| Reducing profits reduces investment, which reduces wage growth. [1] Unions destroy industry. They are simply a rent-seeking mechanism to extract more wealth from the shareholders by restricting their contract rights. Detroit was the wealthiest city in the US in 1950, with the highest per capita GDP in the country. Over the course of the 1950s, 60s and 70s, the UAW union took over, with membership eventually peaking in 1978. What followed was industrial collapse, and eventually, Detroit becoming a ghost town. Unions are not good for labor at large, just the labor that is on the winning side of the zero sum rent extraction scheme. Beyond repealing labor laws instituted in the 1930s and 50s that put private enterprise at the mercy of unions, the real solution is to cut government spending. Even when the government keeps taxes low, government spending crowds out private sector spending. The mechanism through which it does this is, primarily, by offering investors government bonds, which investors invest their surplus income into, instead of investing it in private enterprise, and secondarily, by reducing the future after-tax income of the private sector, through the future tax obligations it creates, and in doing, reducing the credit worthiness of private economic actors. Now there are productivity-boosting forms of government spending, like building bike lanes, transit lines, ports, etc, but most government spending is in the form of social welfare programs [2] and a large proportion of that is just graft for public sector unions [3] which totally control the government (87% of cities with a population over 100,000 are run by Democrats).
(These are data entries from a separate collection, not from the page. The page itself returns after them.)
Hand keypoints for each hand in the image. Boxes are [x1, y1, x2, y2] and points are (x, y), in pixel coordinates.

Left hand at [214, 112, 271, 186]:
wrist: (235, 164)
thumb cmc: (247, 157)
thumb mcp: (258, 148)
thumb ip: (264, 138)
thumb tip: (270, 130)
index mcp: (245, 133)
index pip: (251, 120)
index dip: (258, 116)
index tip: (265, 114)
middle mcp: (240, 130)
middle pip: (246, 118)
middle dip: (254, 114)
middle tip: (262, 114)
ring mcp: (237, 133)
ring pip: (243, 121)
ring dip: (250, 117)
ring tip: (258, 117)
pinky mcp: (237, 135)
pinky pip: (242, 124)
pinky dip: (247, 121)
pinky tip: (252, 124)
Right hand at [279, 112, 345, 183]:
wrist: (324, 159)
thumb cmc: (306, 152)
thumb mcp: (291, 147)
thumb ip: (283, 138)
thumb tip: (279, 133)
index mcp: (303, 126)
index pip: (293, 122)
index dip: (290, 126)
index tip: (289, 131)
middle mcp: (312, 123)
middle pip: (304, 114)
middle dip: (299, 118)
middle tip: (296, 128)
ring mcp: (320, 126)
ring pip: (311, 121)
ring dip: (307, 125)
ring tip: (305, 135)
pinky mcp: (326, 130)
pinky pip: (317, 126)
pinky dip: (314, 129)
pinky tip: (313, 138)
Social welfare spending - which is directed mostly to public sector unions - needs to decline as a share of GDP. The free market works. Wages for unskilled labor doubled, in real (inflation-adjusted) terms, between 1870 and 1900, when unions were historically at their weakest. And over the course of this period, industry expanded and saw its financial footing become healthier. This was very much unlike the post-war period, where US industry was running on borrowed time, making increasingly burdensome concessions to unions. [1] https://fee.org/media/12421/20130708_whywagesrise.pdf [2] https://ourworldindata.org/grapher/social-spending-oecd-long... [3] https://www.hoover.org/research/california-state-government-... |
> What followed was industrial collapse, and eventually, Detroit becoming a ghost town.
East Michigan was wealthy in the 1950s, and the unionized workers like Larry Page's grandfather sent their children off to college.
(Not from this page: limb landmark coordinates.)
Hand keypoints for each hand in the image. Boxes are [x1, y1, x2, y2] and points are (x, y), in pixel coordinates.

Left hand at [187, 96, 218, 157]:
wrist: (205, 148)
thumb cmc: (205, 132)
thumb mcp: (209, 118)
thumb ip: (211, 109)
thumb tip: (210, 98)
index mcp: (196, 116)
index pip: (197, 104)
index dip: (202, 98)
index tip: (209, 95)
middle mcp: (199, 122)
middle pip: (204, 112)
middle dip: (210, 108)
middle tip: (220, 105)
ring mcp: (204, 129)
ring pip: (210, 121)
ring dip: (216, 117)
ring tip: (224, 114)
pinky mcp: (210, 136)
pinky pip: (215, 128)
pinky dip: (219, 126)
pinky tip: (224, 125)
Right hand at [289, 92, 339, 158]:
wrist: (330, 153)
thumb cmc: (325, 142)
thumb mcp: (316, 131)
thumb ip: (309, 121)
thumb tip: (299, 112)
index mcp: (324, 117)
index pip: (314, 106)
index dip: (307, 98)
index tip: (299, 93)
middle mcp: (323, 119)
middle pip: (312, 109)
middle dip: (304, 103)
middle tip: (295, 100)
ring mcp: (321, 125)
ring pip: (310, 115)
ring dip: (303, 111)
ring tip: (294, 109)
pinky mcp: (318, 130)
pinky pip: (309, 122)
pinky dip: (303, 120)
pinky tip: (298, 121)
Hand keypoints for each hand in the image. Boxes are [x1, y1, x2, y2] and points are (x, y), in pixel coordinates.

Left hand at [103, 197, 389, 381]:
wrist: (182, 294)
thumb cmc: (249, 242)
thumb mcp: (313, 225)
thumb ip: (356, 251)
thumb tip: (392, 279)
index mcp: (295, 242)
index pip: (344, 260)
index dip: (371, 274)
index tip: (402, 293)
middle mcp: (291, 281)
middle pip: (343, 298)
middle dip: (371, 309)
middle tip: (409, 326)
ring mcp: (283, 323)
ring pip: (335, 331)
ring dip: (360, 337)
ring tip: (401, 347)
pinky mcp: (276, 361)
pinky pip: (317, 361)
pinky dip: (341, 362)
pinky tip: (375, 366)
Textile mills in the Carolinas had virtually no unionization.
Yes, manufacturing employment is down from Michigan's heyday. What about the textile plants from North Carolina's heyday? They closed down too. They never unionized, so what caused that to happen?
The difference is the Michigan factory worker entered the middle class, and owned a home, two cars and sent his kids off to college. The North Carolina textile worker's children did not get this education, and when the textile mills closed had no such luck.